== ACTIVITY ==
Below are some records. Quote exactly the lines from the one that contains "thumb ip: (112, 120)" through the last, both included, and leave out the pictures.

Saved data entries
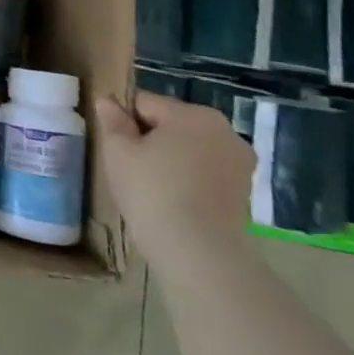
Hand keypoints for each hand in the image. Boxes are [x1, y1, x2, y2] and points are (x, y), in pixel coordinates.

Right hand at [95, 92, 252, 271]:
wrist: (200, 253)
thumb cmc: (152, 192)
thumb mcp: (118, 151)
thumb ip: (112, 120)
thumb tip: (108, 101)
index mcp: (192, 114)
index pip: (144, 103)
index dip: (124, 123)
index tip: (116, 149)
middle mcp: (224, 130)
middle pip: (171, 124)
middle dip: (151, 140)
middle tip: (132, 169)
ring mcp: (240, 162)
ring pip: (191, 148)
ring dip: (172, 159)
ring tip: (154, 188)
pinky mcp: (245, 190)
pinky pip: (207, 172)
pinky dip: (190, 179)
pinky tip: (176, 201)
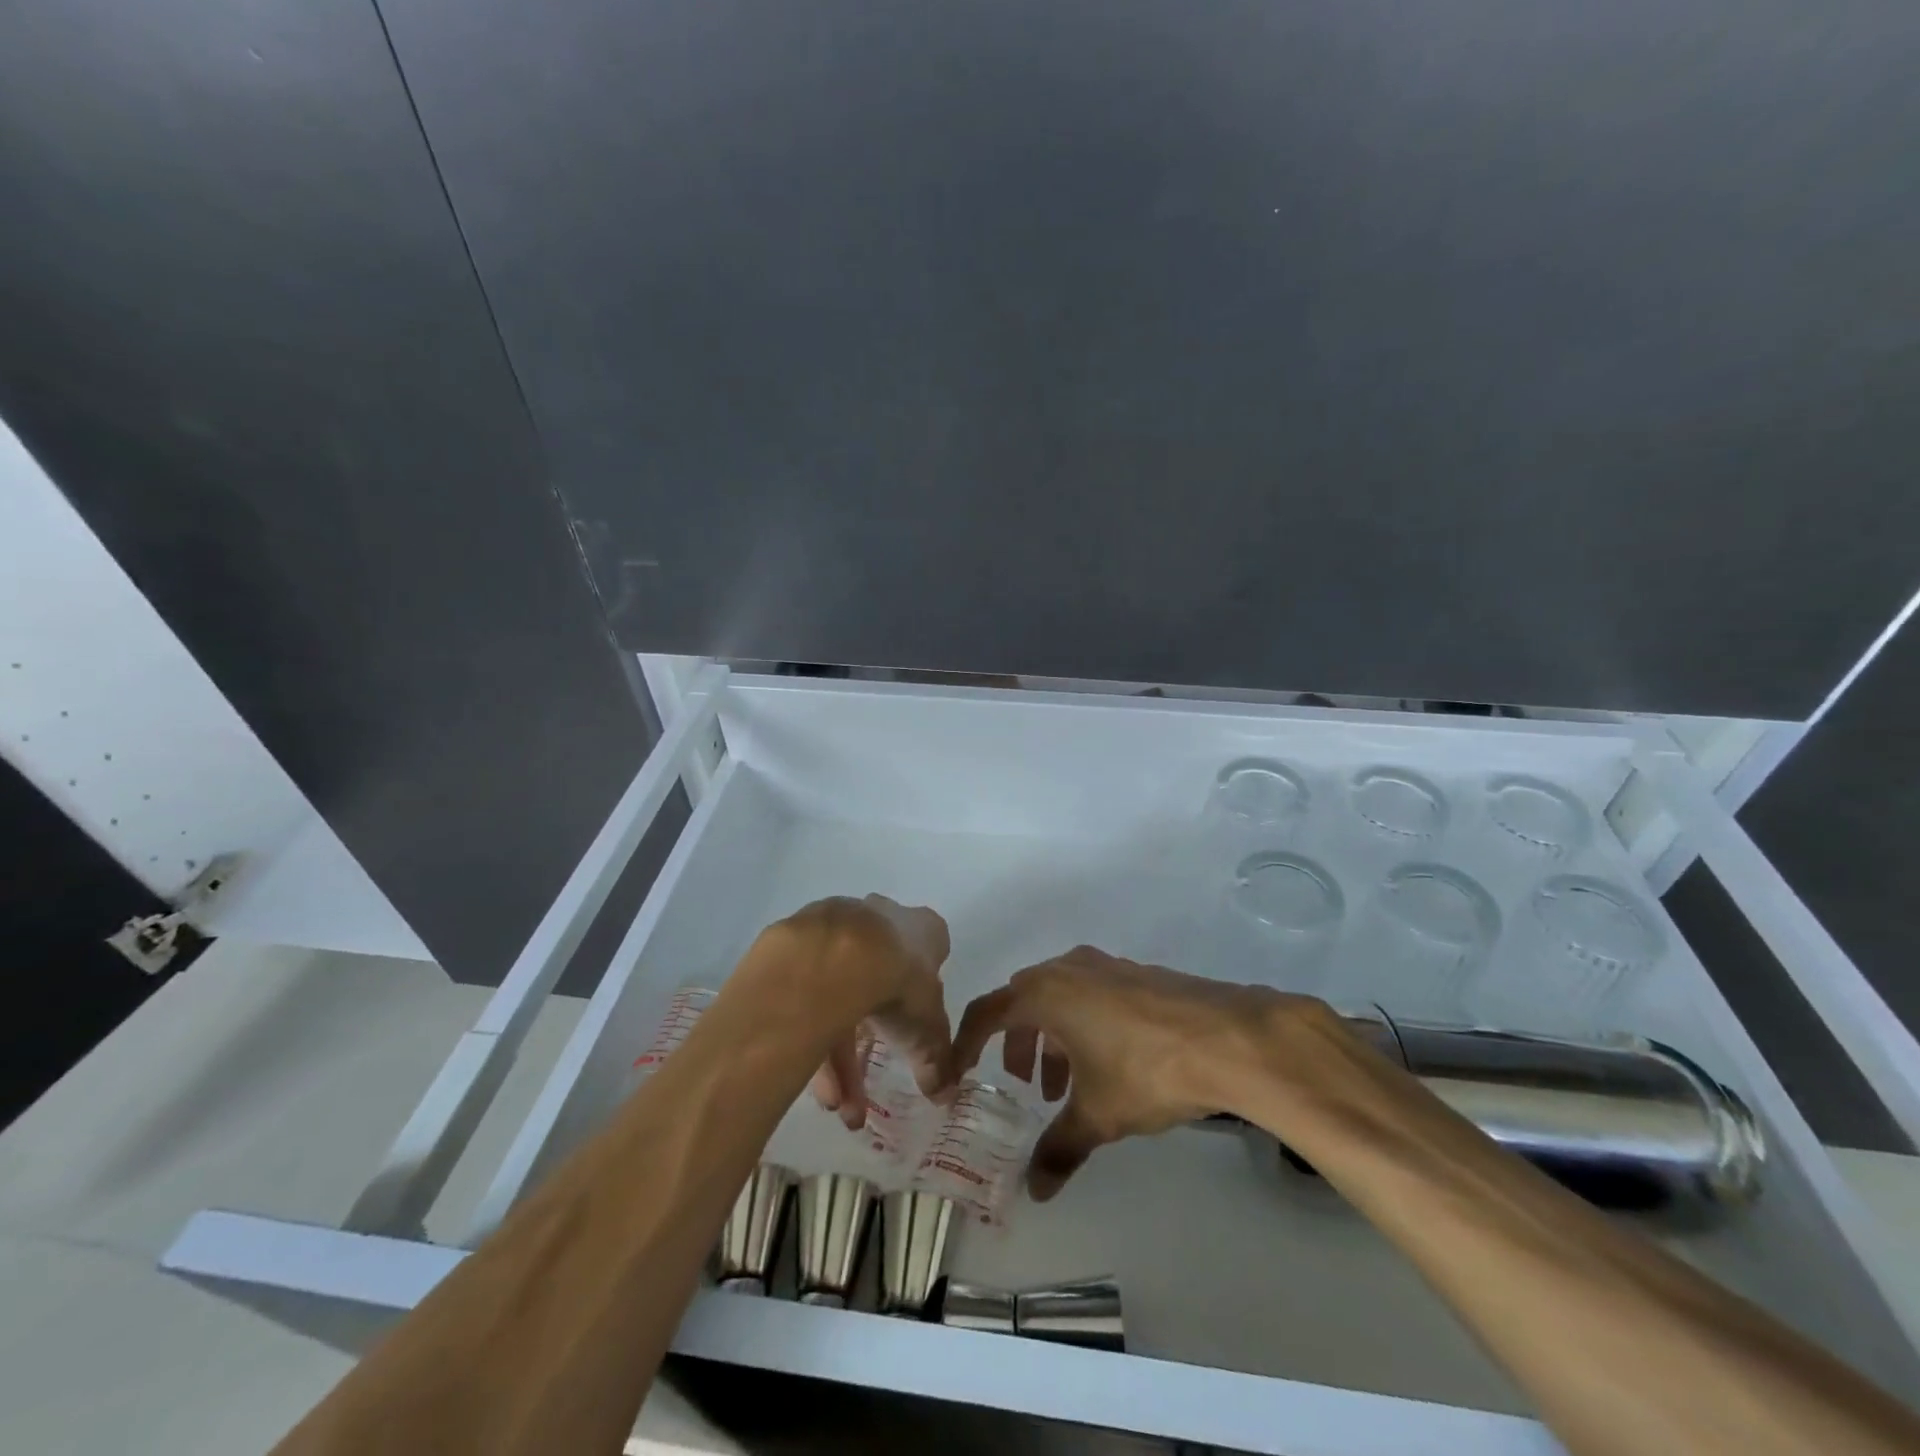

== THE COMPLETED TASK ==
thumb ip: (112, 120)
thumb tip: (108, 101)
index mcp: (192, 114)
index pip: (144, 103)
index dip: (124, 123)
index tip: (116, 149)
middle mcp: (224, 130)
middle pip: (171, 124)
middle dip: (151, 140)
middle tip: (132, 169)
ring mcp: (240, 162)
ring pip: (191, 148)
ring dip: (172, 159)
ring tip: (154, 188)
pinky mcp: (245, 190)
pinky pip: (207, 172)
pinky dip: (190, 179)
pinky tip: (176, 201)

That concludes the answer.